Here's the story Brad: I was in NY in 1979 with a Jewish lady called Ethel.... 
'We went on the Circle Lines boat trip around Manhattan, this included a concert by Arlo Guthrie at which he sang ‘Alice’s Restaurant’, I was thrilled. Ethel picked up on the fact that I knew about Arlo and, more importantly, his dad, Woody and she arranged for us to go to a little concert in New Jersey in aid of the clean-up of the Hudson River. When I got there I found the artist was Pete Seeger and that he was a friend of the Sussman family. I’ve always liked Pete’s stuff and it was great to meet him. We went later to a political meeting outside the United Nations where he was a speaker and also sang some songs. I shame to say it but I have forgotten what the meeting was about, I know it was connected with El Salvador.
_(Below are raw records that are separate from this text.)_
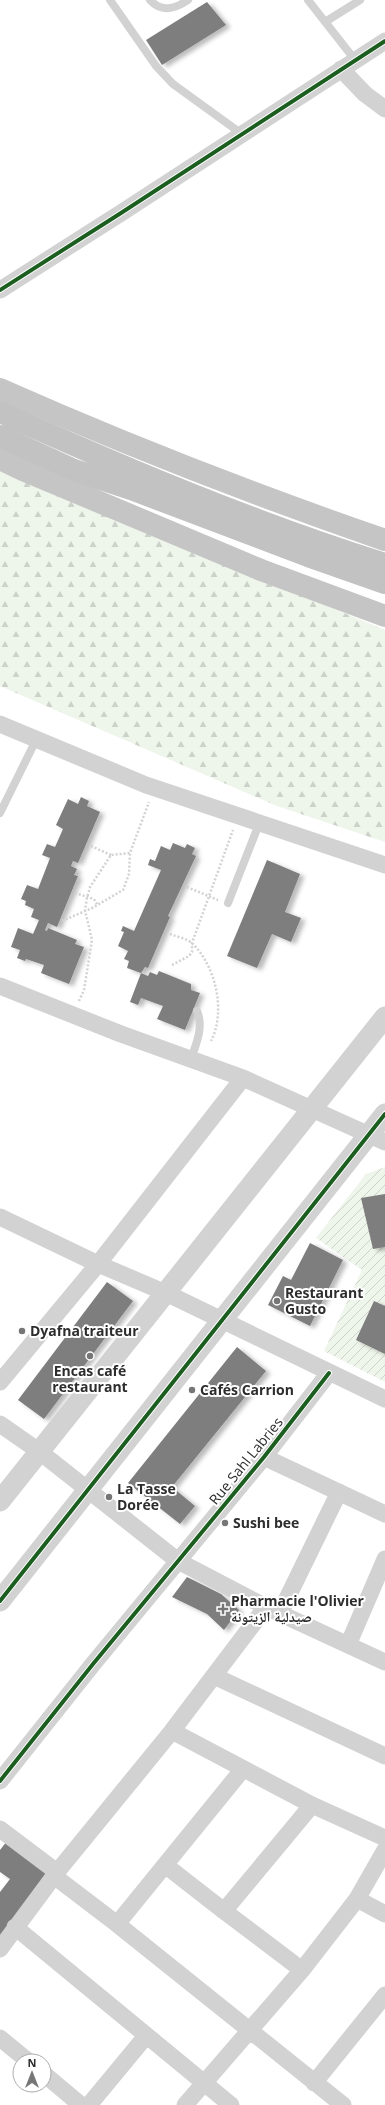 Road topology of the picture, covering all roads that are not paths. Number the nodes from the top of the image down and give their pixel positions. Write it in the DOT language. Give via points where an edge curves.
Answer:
graph roads {
  1 [pos="110,0"];
  2 [pos="150,0"];
  3 [pos="188,0"];
  4 [pos="308,0"];
  5 [pos="360,0"];
  6 [pos="325,22"];
  7 [pos="385,41"];
  8 [pos="348,65"];
  9 [pos="385,109"];
  10 [pos="242,134"];
  11 [pos="0,290"];
  12 [pos="1,389"];
  13 [pos="0,412"];
  14 [pos="0,436"];
  15 [pos="0,458"];
  16 [pos="385,540"];
  17 [pos="385,564"];
  18 [pos="385,582"];
  19 [pos="385,616"];
  20 [pos="0,724"];
  21 [pos="36,740"];
  22 [pos="0,813"];
  23 [pos="259,824"];
  24 [pos="385,865"];
  25 [pos="228,903"];
  26 [pos="0,986"];
  27 [pos="197,1011"];
  28 [pos="385,1017"];
  29 [pos="193,1054"];
  30 [pos="242,1078"];
  31 [pos="312,1108"];
  32 [pos="385,1114"];
  33 [pos="377,1138"];
  34 [pos="0,1217"];
  35 [pos="98,1264"];
  36 [pos="166,1293"];
  37 [pos="220,1320"];
  38 [pos="329,1373"];
  39 [pos="0,1382"];
  40 [pos="385,1399"];
  41 [pos="0,1424"];
  42 [pos="40,1452"];
  43 [pos="264,1457"];
  44 [pos="86,1491"];
  45 [pos="339,1492"];
  46 [pos="0,1501"];
  47 [pos="385,1514"];
  48 [pos="385,1559"];
  49 [pos="178,1561"];
  50 [pos="0,1601"];
  51 [pos="273,1610"];
  52 [pos="348,1646"];
  53 [pos="385,1662"];
  54 [pos="214,1676"];
  55 [pos="172,1731"];
  56 [pos="385,1756"];
  57 [pos="243,1769"];
  58 [pos="0,1781"];
  59 [pos="312,1805"];
  60 [pos="0,1829"];
  61 [pos="385,1838"];
  62 [pos="385,1850"];
  63 [pos="165,1865"];
  64 [pos="56,1874"];
  65 [pos="357,1900"];
  66 [pos="224,1911"];
  67 [pos="385,1914"];
  68 [pos="117,1924"];
  69 [pos="16,1927"];
  70 [pos="0,1948"];
  71 [pos="302,1970"];
  72 [pos="385,1995"];
  73 [pos="250,2030"];
  74 [pos="146,2036"];
  75 [pos="0,2038"];
  76 [pos="18,2053"];
  77 [pos="52,2081"];
  78 [pos="203,2083"];
  79 [pos="314,2083"];
  80 [pos="82,2105"];
  81 [pos="89,2105"];
  82 [pos="185,2105"];
  83 [pos="231,2105"];
  84 [pos="343,2105"];
  1 -- 10 [label="lane" via="160,70 192,98"];
  2 -- 3 [label="lane" via="159,7 168,9 180,6"];
  4 -- 6 [label="lane"];
  5 -- 6 [label="lane"];
  6 -- 8 [label="lane"];
  7 -- 8 [label="street"];
  8 -- 9 [label="street" via="365,94"];
  8 -- 10 [label="street"];
  10 -- 11 [label="street"];
  12 -- 16 [label="main road" via="146,451 293,508"];
  13 -- 17 [label="highway" via="243,514"];
  14 -- 18 [label="highway" via="74,470 293,551"];
  15 -- 19 [label="main road" via="29,473 181,537"];
  20 -- 21 [label="street"];
  21 -- 22 [label="lane"];
  21 -- 23 [label="street" via="154,788"];
  23 -- 24 [label="street"];
  23 -- 25 [label="lane"];
  26 -- 29 [label="street" via="73,1014"];
  27 -- 29 [label="lane" via="200,1019"];
  28 -- 31 [label="street"];
  29 -- 30 [label="street"];
  30 -- 31 [label="street"];
  30 -- 35 [label="street"];
  31 -- 33 [label="street"];
  31 -- 36 [label="street"];
  32 -- 33 [label="street"];
  33 -- 37 [label="street"];
  34 -- 35 [label="street"];
  35 -- 36 [label="street"];
  35 -- 39 [label="street"];
  36 -- 37 [label="street"];
  36 -- 42 [label="street"];
  37 -- 38 [label="street"];
  37 -- 44 [label="street"];
  38 -- 40 [label="street"];
  38 -- 43 [label="street, Rue Sahl Labries"];
  41 -- 42 [label="street"];
  42 -- 44 [label="street"];
  42 -- 46 [label="street"];
  43 -- 45 [label="street"];
  43 -- 49 [label="street, Rue Sahl Labries"];
  44 -- 49 [label="street"];
  44 -- 50 [label="street"];
  45 -- 47 [label="street"];
  45 -- 51 [label="street"];
  48 -- 52 [label="street"];
  49 -- 51 [label="street"];
  49 -- 58 [label="street, Rue Sahl Labries"];
  51 -- 52 [label="street"];
  51 -- 54 [label="street"];
  52 -- 53 [label="street"];
  54 -- 55 [label="street"];
  54 -- 56 [label="street"];
  55 -- 57 [label="street"];
  55 -- 64 [label="street"];
  57 -- 59 [label="street"];
  57 -- 63 [label="street"];
  59 -- 61 [label="street"];
  59 -- 66 [label="street"];
  60 -- 64 [label="street"];
  62 -- 65 [label="street"];
  63 -- 66 [label="street"];
  63 -- 68 [label="street"];
  64 -- 68 [label="street"];
  64 -- 69 [label="street"];
  65 -- 67 [label="street"];
  65 -- 71 [label="street"];
  66 -- 71 [label="street"];
  68 -- 73 [label="street"];
  69 -- 70 [label="street"];
  69 -- 74 [label="street"];
  71 -- 73 [label="street"];
  72 -- 79 [label="street"];
  73 -- 78 [label="street"];
  73 -- 79 [label="street"];
  74 -- 78 [label="street"];
  74 -- 81 [label="street"];
  75 -- 76 [label="street"];
  77 -- 80 [label="street"];
  78 -- 82 [label="street"];
  78 -- 83 [label="street"];
  79 -- 84 [label="street"];
}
It turned out that Ethel’s father Jack Sussman was a card carrying member of the American Communist Party and had been since the thirties. In his younger days he had associated with Paul Robeson and Woody Guthrie and at the time of the Committee on un-American Activities under the leadership of the notorious Senator Joseph McCarthy he had been hauled up in front of one of the hearings. Jack was a dentist in the Bronx and his exposure as a ‘commie’ led to some interesting decisions for his clients. Many of them tried to remove their custom to other dentists but found that these were mostly friends of Jack and wouldn’t treat them. They were left with the choice between their toothache and being treated by a red, in most cases Jack said that the toothache won! Jack didn’t spend a lot of money on his office, when a film crew came to the town looking for locations and enquired where the oldest and barest dental office was in the town for some reason everyone they asked in the profession pointed them at Jack. They visited him, liked what they saw and used it for a crucial scene in the film they were making. They also paid Jack to coach the male lead in the correct use of the instruments. The film was ‘The Marathon Man’ the star was Laurence Olivier and the scene was where he tortured Dustin Hoffman in the dentist’s chair!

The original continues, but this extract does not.